In literary and cultural studies, we’ve moved from an era that emphasizes immigrant literatures and the dynamics of assimilation to one that emphasizes the textual production of diaspora and more transnational affiliations. This panel seeks to address the continuing tensions between these critical models. What traces of immigrant rhetoric remain and why do they linger (whether or not one is speaking of an immigrant generation)? Is the rhetoric of immigration sometimes used to express a more diasporic sensibility? When and why do we continue to see nationalist discourse when multiple national affiliations are involved?

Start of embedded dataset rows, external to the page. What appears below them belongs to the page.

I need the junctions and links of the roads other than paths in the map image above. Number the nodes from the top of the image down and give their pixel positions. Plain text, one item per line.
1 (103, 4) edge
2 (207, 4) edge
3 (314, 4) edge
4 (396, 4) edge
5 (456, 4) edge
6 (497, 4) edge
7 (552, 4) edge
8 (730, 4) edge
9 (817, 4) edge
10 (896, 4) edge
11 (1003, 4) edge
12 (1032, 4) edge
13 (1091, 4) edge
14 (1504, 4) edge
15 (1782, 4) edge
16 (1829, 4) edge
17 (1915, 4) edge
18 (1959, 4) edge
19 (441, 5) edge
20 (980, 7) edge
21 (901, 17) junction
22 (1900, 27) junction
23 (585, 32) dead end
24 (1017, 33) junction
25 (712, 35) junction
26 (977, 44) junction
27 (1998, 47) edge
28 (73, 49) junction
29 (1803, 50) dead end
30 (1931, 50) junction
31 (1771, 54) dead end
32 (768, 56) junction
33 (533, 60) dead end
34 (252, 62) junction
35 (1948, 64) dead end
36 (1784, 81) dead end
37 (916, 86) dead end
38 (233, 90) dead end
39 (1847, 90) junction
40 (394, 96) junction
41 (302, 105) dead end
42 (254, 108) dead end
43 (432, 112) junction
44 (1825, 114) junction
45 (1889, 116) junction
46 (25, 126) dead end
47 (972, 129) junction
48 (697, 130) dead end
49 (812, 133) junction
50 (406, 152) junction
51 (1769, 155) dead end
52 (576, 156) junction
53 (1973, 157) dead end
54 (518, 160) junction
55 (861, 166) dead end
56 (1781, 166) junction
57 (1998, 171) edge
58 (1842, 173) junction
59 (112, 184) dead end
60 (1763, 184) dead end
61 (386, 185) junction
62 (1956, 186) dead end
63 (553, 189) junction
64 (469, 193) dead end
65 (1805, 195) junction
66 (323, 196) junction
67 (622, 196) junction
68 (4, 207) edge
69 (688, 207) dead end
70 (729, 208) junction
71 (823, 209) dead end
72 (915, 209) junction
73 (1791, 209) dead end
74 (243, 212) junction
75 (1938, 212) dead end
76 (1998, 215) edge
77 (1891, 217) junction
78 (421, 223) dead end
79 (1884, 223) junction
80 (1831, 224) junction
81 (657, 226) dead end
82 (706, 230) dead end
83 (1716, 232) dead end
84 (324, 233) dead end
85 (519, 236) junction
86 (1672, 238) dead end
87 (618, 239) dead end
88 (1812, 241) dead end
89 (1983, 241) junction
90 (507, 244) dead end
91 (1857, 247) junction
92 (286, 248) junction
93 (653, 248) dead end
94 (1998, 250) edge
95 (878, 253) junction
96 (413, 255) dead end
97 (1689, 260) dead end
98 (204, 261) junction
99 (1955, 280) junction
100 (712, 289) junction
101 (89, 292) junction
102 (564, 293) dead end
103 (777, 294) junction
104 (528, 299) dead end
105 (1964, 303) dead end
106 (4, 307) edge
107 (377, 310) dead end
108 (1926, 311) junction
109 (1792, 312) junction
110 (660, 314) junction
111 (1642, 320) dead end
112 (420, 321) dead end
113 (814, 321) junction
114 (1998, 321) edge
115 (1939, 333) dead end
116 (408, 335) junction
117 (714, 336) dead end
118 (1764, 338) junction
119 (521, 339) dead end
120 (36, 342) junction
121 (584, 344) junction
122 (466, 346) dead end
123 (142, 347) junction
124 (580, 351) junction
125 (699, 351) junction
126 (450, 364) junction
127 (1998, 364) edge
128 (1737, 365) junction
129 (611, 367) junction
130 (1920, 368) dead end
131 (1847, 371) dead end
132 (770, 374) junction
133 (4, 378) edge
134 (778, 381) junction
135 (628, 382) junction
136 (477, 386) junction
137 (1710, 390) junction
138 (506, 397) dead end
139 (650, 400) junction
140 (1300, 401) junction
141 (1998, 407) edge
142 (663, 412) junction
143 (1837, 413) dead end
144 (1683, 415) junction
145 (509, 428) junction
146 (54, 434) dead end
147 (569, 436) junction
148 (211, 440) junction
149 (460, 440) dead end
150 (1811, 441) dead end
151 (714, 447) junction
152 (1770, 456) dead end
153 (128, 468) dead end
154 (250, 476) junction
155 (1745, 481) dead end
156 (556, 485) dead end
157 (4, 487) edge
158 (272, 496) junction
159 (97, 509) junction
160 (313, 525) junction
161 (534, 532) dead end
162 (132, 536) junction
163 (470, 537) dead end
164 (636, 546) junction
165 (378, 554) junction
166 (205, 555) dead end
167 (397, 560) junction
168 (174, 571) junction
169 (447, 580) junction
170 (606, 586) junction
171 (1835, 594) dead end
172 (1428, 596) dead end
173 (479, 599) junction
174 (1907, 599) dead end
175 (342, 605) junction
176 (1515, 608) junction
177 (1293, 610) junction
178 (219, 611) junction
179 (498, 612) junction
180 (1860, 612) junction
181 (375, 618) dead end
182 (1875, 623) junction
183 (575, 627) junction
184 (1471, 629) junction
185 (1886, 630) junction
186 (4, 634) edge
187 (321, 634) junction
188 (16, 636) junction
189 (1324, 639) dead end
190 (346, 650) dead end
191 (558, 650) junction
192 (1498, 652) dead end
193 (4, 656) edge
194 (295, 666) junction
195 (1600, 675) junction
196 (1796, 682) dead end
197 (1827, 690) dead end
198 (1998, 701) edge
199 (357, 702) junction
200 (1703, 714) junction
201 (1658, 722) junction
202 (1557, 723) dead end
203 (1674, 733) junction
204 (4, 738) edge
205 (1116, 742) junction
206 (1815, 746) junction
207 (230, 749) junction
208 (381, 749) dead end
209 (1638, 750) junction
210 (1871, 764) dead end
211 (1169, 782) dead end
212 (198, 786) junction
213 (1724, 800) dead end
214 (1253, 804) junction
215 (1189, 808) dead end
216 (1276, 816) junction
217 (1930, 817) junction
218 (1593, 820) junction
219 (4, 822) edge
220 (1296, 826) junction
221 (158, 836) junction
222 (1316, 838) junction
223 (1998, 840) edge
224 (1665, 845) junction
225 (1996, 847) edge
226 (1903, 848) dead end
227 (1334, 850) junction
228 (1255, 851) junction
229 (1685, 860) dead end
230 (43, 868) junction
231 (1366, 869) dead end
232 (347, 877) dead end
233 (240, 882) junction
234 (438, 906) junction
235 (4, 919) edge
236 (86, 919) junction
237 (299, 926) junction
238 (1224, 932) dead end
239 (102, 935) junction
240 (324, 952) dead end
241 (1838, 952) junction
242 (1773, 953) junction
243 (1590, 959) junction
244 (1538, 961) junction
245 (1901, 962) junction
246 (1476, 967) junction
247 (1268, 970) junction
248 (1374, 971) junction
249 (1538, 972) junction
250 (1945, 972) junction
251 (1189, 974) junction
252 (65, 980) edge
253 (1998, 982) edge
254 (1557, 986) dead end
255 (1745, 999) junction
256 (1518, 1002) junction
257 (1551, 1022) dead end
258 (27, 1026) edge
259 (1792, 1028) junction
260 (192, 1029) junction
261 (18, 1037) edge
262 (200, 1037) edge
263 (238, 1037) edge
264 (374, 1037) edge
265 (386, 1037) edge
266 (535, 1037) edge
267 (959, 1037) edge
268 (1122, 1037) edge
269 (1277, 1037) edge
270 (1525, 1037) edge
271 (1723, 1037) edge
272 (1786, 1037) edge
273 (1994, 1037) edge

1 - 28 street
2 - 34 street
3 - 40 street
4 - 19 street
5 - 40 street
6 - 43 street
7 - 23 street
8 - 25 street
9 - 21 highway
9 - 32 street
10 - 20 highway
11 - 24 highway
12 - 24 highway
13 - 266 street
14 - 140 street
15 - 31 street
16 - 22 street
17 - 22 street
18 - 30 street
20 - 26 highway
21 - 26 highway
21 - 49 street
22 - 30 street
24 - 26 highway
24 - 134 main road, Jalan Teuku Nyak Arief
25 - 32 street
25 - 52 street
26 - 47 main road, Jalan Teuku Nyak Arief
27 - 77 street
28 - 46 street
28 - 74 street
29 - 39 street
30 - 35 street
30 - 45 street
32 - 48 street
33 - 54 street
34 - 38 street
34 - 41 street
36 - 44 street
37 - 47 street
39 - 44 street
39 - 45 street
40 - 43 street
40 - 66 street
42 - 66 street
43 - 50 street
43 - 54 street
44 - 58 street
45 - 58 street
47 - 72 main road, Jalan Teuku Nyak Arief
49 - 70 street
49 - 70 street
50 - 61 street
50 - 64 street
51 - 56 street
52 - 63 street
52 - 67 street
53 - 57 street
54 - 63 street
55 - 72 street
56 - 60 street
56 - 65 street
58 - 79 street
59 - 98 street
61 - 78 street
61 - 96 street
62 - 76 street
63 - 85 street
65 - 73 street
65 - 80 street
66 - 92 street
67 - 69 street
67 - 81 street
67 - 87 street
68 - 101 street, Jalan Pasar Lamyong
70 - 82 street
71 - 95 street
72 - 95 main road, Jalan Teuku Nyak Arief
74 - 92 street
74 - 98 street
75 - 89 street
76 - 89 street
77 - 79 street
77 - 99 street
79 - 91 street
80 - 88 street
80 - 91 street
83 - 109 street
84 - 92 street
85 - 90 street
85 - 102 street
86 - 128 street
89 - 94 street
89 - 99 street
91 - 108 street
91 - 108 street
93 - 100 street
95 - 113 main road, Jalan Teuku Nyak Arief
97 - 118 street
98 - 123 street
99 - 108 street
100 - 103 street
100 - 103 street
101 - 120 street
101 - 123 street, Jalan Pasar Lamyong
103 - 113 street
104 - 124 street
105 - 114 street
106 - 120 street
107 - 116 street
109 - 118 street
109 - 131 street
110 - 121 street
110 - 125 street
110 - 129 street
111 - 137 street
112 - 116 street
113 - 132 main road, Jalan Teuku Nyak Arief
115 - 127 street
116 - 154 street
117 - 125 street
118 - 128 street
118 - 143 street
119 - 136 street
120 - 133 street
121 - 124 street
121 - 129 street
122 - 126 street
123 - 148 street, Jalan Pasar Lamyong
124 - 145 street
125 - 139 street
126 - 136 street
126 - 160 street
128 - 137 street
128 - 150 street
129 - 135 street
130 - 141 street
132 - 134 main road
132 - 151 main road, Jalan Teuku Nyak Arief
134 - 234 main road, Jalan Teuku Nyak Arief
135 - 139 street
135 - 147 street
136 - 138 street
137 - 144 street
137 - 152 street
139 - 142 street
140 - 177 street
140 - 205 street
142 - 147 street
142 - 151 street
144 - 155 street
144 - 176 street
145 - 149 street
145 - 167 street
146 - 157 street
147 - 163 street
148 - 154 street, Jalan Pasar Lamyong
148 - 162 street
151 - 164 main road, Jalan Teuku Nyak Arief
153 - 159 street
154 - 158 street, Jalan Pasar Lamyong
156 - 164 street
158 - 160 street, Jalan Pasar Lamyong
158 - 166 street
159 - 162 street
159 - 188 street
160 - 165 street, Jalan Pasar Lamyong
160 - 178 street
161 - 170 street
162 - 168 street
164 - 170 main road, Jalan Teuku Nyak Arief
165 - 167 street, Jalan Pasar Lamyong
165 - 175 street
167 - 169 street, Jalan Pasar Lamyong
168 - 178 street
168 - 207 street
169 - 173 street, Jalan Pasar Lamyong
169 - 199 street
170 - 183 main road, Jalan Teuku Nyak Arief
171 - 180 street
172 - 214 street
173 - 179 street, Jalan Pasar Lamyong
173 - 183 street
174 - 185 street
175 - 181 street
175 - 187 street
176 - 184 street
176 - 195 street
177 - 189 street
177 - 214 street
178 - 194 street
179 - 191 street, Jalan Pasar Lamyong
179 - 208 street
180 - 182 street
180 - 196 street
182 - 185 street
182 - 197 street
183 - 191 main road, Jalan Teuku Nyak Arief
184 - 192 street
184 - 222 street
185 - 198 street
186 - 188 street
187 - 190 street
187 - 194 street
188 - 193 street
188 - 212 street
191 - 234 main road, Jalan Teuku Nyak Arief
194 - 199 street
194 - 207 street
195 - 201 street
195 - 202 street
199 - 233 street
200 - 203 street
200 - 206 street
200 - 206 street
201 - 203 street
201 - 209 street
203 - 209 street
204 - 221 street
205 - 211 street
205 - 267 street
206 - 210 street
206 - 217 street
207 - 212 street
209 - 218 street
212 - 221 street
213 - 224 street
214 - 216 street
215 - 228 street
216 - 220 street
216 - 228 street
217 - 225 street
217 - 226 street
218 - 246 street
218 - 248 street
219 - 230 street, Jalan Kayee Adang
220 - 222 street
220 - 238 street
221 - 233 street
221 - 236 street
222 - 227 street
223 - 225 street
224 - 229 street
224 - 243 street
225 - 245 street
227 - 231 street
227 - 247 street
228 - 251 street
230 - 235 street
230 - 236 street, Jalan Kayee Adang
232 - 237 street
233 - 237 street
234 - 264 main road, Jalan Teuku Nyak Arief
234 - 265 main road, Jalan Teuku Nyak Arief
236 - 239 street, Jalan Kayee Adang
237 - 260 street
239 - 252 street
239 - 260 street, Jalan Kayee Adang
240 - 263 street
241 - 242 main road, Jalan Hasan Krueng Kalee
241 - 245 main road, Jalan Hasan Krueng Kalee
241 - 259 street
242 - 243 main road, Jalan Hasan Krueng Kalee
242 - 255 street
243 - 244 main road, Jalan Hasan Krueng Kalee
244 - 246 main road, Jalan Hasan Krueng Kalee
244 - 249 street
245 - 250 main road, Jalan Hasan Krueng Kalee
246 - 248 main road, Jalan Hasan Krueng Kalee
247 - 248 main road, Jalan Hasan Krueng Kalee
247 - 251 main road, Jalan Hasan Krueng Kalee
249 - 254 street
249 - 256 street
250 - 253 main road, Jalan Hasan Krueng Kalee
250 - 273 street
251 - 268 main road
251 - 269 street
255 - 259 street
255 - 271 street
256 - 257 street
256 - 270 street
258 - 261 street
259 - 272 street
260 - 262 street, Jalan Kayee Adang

Asian/American literature has long been marked by the perils of multiple national affiliations. Certainly, one may consider the demand for performances of loyalty to the United States; this demand only reveals how accusations of traitorous behavior are
always just beneath the surface for those now considered the “model minority,” for the immigrant generation and beyond. For refugees forced to leave their homelands, too, how might the national(ist) rhetoric of one country be employed to express national
(ist) sentiments for another? One may also consider how literary texts negotiate the demands of national(ist) and transnational sensibilities, say, for example, the tensions among the terms “overseas Chinese,” “Chinese diaspora,” and “Chinese Americans.”

One may wish to consider how solidarities with other people of color and other diasporas may embrace and yet undermine more nation-based fantasies of a multicultural state. When might “trans-racial solidarity” speak to the instability of national(ist) identity? How do gender and/or sexual difference shape the relations between what we consider national and the transnational? How do histories of occupation and colonialism affect the employment of national(ist) discourse?

Proposals should critically assess Asian/American texts that wholeheartedly embrace nationalist rhetoric, texts that purposefully use nationalist rhetoric in order to critically dismantle it, texts that are marked by the tensions between national affiliations
and transnational connections, or even texts that test the limits of the term “transnational.”

Deadline for presentation abstracts: September 15, 2008
Please note any need for audio-visual equipment.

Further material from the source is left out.